Exercise details
Could you give the data below again exactly, apart from the pictures?

(Task material)

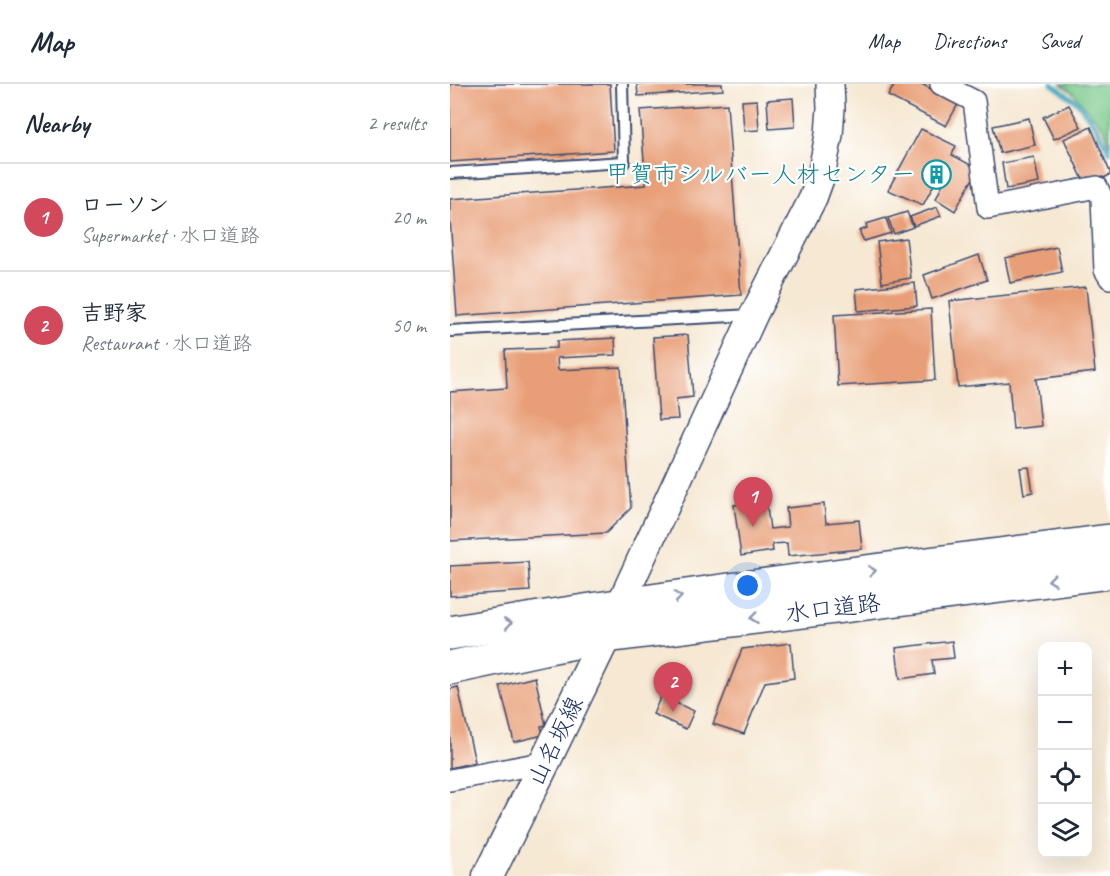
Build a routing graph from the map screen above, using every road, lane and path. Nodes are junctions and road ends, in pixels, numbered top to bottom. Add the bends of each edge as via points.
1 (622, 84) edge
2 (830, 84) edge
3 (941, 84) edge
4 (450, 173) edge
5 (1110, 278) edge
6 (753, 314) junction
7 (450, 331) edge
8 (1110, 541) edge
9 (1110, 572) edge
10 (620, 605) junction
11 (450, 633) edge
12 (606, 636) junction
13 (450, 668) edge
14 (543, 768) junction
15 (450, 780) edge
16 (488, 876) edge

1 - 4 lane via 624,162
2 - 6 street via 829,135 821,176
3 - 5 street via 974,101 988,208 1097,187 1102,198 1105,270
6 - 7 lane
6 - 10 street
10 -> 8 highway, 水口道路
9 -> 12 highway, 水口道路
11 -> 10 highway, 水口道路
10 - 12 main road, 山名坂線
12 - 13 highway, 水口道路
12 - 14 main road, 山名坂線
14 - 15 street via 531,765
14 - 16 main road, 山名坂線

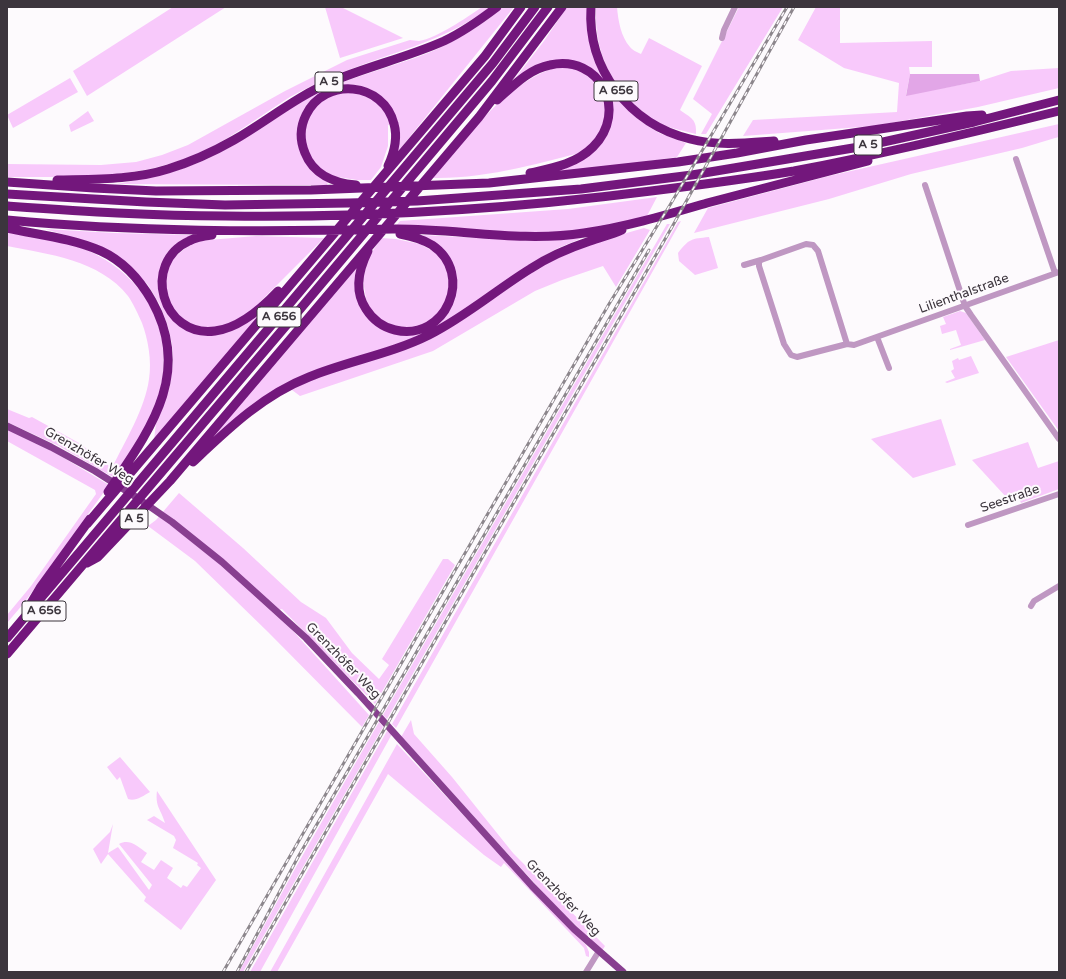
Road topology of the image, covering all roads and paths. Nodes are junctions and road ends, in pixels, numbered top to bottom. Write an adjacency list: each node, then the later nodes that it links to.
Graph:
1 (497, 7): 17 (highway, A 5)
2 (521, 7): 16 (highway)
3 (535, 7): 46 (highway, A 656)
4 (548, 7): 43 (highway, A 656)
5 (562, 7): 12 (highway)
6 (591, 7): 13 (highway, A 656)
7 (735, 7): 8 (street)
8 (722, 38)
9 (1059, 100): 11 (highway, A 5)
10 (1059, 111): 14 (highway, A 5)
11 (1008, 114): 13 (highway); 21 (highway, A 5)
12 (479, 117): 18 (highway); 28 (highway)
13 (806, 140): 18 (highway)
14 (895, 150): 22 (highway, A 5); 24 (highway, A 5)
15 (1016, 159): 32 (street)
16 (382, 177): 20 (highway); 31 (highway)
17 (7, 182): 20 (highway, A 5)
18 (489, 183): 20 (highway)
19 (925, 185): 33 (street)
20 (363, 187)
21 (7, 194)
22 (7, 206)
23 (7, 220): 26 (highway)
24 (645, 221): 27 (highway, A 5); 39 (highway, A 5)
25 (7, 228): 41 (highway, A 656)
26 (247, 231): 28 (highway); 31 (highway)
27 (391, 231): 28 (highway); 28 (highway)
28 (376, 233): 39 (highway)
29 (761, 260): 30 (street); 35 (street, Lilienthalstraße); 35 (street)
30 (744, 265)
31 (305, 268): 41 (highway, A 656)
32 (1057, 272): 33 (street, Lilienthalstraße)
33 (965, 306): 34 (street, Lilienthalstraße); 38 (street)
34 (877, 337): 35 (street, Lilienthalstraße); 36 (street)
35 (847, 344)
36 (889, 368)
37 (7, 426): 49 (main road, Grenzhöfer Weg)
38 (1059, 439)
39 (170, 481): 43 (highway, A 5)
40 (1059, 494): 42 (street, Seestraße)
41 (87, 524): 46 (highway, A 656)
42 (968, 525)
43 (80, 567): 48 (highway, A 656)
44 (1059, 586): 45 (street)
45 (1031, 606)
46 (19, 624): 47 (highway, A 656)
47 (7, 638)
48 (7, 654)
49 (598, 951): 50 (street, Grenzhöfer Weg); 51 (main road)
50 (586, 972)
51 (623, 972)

(End Task material)

Exercise result
Build a routing graph from the map screen above, using every road, lane and path. Nodes are junctions and road ends, in pixels, numbered top to bottom. Add the bends of each edge as via points.
1 (622, 84) edge
2 (830, 84) edge
3 (941, 84) edge
4 (450, 173) edge
5 (1110, 278) edge
6 (753, 314) junction
7 (450, 331) edge
8 (1110, 541) edge
9 (1110, 572) edge
10 (620, 605) junction
11 (450, 633) edge
12 (606, 636) junction
13 (450, 668) edge
14 (543, 768) junction
15 (450, 780) edge
16 (488, 876) edge

1 - 4 lane via 624,162
2 - 6 street via 829,135 821,176
3 - 5 street via 974,101 988,208 1097,187 1102,198 1105,270
6 - 7 lane
6 - 10 street
10 -> 8 highway, 水口道路
9 -> 12 highway, 水口道路
11 -> 10 highway, 水口道路
10 - 12 main road, 山名坂線
12 - 13 highway, 水口道路
12 - 14 main road, 山名坂線
14 - 15 street via 531,765
14 - 16 main road, 山名坂線

Road topology of the image, covering all roads and paths. Nodes are junctions and road ends, in pixels, numbered top to bottom. Write an adjacency list: each node, then the later nodes that it links to.
Graph:
1 (497, 7): 17 (highway, A 5)
2 (521, 7): 16 (highway)
3 (535, 7): 46 (highway, A 656)
4 (548, 7): 43 (highway, A 656)
5 (562, 7): 12 (highway)
6 (591, 7): 13 (highway, A 656)
7 (735, 7): 8 (street)
8 (722, 38)
9 (1059, 100): 11 (highway, A 5)
10 (1059, 111): 14 (highway, A 5)
11 (1008, 114): 13 (highway); 21 (highway, A 5)
12 (479, 117): 18 (highway); 28 (highway)
13 (806, 140): 18 (highway)
14 (895, 150): 22 (highway, A 5); 24 (highway, A 5)
15 (1016, 159): 32 (street)
16 (382, 177): 20 (highway); 31 (highway)
17 (7, 182): 20 (highway, A 5)
18 (489, 183): 20 (highway)
19 (925, 185): 33 (street)
20 (363, 187)
21 (7, 194)
22 (7, 206)
23 (7, 220): 26 (highway)
24 (645, 221): 27 (highway, A 5); 39 (highway, A 5)
25 (7, 228): 41 (highway, A 656)
26 (247, 231): 28 (highway); 31 (highway)
27 (391, 231): 28 (highway); 28 (highway)
28 (376, 233): 39 (highway)
29 (761, 260): 30 (street); 35 (street, Lilienthalstraße); 35 (street)
30 (744, 265)
31 (305, 268): 41 (highway, A 656)
32 (1057, 272): 33 (street, Lilienthalstraße)
33 (965, 306): 34 (street, Lilienthalstraße); 38 (street)
34 (877, 337): 35 (street, Lilienthalstraße); 36 (street)
35 (847, 344)
36 (889, 368)
37 (7, 426): 49 (main road, Grenzhöfer Weg)
38 (1059, 439)
39 (170, 481): 43 (highway, A 5)
40 (1059, 494): 42 (street, Seestraße)
41 (87, 524): 46 (highway, A 656)
42 (968, 525)
43 (80, 567): 48 (highway, A 656)
44 (1059, 586): 45 (street)
45 (1031, 606)
46 (19, 624): 47 (highway, A 656)
47 (7, 638)
48 (7, 654)
49 (598, 951): 50 (street, Grenzhöfer Weg); 51 (main road)
50 (586, 972)
51 (623, 972)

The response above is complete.